EU grain trade lobby Coceral estimates the 27-country bloc will produce 284 million tonnes of cereal this year, or 10 times a total oilseed harvest of 28.3 million.
Several large European biofuel manufacturers see bioethanol as a better long-term business.
Spanish multinational renewable energy firm Abengoa has built just one biodiesel plant in Europe, compared with four bioethanol plants and one more under construction.
“Biodiesel is not a strategic business for us,” said Javier Salgado, chief executive of Abengoa’s biofuels division, which had global revenues of 1 billion euros (806 million pounds) in 2009.
“You have to import massive amounts of soya oil, palm oil. We think there is a significant Achilles heel in the (biodiesel) industry,” he added.
British biofuel maker Ensus has also chosen to focus on bioethanol, of which it makes 400-450 litres a year from 1.1 million tonnes of wheat.
“I think you’re going to see preferential use of bioethanol in Europe because of cost and sustainability,” Ensus Chief Executive Alwyn Hughes said.
“The sustainability risks are greater in biodiesel and as the sustainability rules start to bite in Europe that’s increasingly going to become an important factor.”
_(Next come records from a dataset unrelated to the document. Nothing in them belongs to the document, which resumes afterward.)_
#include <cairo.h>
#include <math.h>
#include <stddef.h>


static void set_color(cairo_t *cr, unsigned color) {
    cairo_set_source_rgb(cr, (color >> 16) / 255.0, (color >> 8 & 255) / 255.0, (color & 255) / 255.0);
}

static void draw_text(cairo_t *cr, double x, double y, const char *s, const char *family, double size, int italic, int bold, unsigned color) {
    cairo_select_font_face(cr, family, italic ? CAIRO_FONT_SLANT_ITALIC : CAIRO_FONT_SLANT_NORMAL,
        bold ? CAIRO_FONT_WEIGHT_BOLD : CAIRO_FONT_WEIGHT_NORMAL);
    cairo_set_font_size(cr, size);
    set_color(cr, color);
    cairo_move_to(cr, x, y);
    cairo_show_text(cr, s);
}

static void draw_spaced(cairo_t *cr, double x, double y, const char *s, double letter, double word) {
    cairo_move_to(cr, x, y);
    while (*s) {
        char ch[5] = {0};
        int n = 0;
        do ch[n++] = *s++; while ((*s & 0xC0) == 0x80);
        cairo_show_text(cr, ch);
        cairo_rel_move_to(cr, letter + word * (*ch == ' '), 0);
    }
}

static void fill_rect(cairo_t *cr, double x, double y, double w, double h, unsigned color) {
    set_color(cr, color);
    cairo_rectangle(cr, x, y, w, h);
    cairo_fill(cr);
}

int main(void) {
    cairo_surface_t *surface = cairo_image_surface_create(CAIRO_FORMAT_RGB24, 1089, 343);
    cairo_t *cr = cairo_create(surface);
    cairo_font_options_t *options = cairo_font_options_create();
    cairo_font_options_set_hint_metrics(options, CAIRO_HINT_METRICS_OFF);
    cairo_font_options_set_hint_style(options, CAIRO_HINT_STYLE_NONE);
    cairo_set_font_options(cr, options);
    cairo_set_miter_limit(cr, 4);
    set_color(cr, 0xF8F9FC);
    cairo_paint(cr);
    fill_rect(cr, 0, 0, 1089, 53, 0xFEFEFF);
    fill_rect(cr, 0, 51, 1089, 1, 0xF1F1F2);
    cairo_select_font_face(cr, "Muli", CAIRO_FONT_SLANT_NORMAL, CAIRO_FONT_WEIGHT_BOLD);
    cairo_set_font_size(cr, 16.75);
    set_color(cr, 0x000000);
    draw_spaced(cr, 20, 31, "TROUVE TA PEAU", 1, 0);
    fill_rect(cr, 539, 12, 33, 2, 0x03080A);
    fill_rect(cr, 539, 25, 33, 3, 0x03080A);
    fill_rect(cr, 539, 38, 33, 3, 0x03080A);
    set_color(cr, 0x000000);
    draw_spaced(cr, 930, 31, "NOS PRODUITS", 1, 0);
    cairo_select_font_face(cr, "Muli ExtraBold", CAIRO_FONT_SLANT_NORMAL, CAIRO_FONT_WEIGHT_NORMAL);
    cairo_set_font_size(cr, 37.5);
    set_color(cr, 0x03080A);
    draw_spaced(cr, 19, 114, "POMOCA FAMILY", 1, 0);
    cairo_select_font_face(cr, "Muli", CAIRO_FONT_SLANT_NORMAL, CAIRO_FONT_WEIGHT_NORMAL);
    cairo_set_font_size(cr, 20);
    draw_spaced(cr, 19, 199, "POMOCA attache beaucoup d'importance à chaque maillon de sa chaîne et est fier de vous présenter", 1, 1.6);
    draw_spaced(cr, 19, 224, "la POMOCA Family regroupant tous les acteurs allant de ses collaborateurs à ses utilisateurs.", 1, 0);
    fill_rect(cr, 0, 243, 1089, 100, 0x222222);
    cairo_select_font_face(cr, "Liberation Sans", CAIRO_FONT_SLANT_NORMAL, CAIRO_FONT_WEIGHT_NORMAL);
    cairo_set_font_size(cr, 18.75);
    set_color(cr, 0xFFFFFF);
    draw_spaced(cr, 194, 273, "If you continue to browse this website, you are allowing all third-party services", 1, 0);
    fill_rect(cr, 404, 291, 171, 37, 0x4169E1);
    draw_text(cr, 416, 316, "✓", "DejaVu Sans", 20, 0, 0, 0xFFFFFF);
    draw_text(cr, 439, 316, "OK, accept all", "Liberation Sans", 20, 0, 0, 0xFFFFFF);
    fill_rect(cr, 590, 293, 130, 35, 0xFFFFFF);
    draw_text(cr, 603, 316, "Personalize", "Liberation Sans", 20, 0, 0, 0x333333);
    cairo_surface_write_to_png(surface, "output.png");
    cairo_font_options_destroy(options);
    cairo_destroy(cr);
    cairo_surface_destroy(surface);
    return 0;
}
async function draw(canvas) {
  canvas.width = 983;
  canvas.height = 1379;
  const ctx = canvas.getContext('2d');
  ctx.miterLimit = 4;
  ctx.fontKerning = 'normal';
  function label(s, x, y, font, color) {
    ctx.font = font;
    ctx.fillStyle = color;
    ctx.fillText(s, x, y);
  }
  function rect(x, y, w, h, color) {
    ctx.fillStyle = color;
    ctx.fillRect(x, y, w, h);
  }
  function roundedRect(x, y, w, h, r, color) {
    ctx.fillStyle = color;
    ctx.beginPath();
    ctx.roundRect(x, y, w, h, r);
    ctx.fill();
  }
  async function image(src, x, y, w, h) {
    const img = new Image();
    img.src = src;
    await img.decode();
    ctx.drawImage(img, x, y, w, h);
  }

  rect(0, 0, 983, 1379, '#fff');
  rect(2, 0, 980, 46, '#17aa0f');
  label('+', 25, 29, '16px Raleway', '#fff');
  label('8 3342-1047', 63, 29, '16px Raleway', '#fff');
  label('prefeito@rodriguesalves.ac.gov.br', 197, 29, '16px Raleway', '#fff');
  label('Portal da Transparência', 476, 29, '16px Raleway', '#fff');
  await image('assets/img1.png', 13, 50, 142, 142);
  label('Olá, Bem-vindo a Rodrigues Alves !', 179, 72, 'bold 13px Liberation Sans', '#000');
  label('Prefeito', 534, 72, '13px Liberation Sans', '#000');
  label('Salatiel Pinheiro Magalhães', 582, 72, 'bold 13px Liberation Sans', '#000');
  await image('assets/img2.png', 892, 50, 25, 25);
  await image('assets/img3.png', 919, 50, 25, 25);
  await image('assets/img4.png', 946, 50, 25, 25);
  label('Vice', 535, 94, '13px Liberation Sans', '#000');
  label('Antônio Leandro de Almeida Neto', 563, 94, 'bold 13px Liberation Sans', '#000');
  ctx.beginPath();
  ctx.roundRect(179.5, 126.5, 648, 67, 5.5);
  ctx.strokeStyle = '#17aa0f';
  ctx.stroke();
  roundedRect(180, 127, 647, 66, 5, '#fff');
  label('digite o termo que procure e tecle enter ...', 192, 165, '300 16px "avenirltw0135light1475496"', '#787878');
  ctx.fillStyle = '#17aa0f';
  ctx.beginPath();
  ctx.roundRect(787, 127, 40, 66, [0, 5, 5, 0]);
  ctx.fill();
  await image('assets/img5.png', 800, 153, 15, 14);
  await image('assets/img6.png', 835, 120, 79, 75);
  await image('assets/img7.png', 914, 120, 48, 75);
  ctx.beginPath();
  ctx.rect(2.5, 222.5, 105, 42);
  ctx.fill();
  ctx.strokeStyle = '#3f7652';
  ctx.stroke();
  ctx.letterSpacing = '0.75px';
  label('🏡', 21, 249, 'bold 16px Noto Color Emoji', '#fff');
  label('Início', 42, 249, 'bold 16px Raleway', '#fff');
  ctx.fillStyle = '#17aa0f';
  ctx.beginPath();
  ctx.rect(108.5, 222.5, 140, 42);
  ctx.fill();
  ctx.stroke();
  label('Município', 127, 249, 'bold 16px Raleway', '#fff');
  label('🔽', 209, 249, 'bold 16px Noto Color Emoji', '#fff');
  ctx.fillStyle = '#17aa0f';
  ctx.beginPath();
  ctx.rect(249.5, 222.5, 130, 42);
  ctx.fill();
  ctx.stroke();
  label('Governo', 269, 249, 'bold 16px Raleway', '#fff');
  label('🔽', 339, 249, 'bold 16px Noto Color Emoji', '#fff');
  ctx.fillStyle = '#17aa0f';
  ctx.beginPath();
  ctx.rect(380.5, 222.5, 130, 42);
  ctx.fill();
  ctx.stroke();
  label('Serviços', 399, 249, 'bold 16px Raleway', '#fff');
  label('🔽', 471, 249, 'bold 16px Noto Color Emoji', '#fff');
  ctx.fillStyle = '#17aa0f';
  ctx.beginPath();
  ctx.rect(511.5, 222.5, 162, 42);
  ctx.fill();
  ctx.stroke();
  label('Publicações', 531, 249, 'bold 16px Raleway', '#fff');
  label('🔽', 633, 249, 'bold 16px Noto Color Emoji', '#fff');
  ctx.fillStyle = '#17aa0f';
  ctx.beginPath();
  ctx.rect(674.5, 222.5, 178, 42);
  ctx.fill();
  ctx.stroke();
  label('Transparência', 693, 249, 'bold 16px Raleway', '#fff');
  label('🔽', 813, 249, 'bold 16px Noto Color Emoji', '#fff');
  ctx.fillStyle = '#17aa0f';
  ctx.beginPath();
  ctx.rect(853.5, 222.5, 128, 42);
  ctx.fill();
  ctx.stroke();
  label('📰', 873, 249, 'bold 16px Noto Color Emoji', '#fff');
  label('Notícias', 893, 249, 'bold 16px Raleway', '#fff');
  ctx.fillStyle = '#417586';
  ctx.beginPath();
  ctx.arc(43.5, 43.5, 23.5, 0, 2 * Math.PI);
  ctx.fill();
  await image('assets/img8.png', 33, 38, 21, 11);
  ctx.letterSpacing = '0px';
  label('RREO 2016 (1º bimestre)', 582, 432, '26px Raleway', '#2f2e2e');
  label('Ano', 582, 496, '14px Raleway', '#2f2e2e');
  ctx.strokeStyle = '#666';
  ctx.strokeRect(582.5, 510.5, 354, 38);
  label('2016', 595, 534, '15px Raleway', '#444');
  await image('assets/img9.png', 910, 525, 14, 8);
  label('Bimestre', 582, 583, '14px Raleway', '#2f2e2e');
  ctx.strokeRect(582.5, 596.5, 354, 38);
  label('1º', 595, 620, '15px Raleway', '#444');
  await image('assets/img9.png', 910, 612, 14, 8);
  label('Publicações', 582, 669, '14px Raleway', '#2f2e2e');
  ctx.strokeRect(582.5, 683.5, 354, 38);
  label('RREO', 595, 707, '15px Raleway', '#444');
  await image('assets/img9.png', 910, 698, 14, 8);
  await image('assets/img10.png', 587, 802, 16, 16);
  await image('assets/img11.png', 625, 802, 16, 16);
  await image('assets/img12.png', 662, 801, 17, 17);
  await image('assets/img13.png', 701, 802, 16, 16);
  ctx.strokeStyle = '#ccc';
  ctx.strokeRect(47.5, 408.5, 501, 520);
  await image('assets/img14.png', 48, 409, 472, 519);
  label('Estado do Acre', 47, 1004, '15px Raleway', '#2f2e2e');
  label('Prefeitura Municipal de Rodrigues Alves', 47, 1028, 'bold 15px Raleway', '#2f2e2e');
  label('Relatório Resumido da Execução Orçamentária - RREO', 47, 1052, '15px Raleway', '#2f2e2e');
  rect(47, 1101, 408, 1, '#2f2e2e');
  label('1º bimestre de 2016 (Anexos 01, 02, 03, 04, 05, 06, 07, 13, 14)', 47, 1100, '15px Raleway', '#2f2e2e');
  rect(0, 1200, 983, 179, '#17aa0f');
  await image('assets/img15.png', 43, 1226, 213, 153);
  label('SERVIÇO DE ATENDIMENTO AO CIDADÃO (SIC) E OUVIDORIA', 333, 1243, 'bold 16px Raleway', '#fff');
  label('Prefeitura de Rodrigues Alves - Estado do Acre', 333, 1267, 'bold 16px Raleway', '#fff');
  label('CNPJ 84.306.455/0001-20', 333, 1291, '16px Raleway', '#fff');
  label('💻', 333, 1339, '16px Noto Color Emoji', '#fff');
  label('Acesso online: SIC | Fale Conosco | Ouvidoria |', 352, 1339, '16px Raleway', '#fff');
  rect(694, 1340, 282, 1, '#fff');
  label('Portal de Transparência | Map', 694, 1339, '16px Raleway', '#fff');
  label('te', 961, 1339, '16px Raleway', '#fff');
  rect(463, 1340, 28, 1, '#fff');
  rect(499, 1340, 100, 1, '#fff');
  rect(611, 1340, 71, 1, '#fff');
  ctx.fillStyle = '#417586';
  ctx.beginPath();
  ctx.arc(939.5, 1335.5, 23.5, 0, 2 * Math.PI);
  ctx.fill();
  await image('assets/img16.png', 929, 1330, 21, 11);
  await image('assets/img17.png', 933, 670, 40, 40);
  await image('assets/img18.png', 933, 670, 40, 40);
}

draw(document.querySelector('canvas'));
Christoph Berg, head of German commodity analysts F.O. Licht, said that bioethanol producers in Europe benefitted from relatively low feedstock prices for sugar and grains while prices for rapeseed oil, a key biodiesel feedstock, had risen sharply.
“The profit margins in the biodiesel sector are currently low, for some at loss-making levels,” he said.
“For bioethanol the scene is better overall and producers are finding it easier to achieve profitable operations than the biodiesel industry, but bioethanol profit margins are also not as high as hoped.”
In Spanish ports, a tonne of wheat costs 150 euros and can be used to make 387 litres of ethanol, so grain costing 388 euros will make one cubic metre. That compares to a benchmark bioethanol price of 470 euros/m3.
Reuters data show that a tonne of biodiesel costs 803 euros to refine in Germany — using palm oil at 715 euros/tonne — but will sell at 721 euros.
Producers in some countries hoped for a near-term boost to demand on moves to raise bioethanol blending targets in fossil petrol to 10 percent content in so-called E10 fuels.
France and Poland have already introduced E10, and Germany is likely to follow suit in late 2010 or 2011, although the government has yet to set a date.
“E10 will probably become a standard in coming years and its introduction in a large consuming country like Germany would certainly be an advantage to other countries which wish to follow,” Berg said.
Geraldine Gilmartin, an analyst at Kingsman SA, said bioethanol demand in Britain could grow for similar reasons.
“The UK is one market where we forecast stronger growth rates for bioethanol than biodiesel this year,” she said.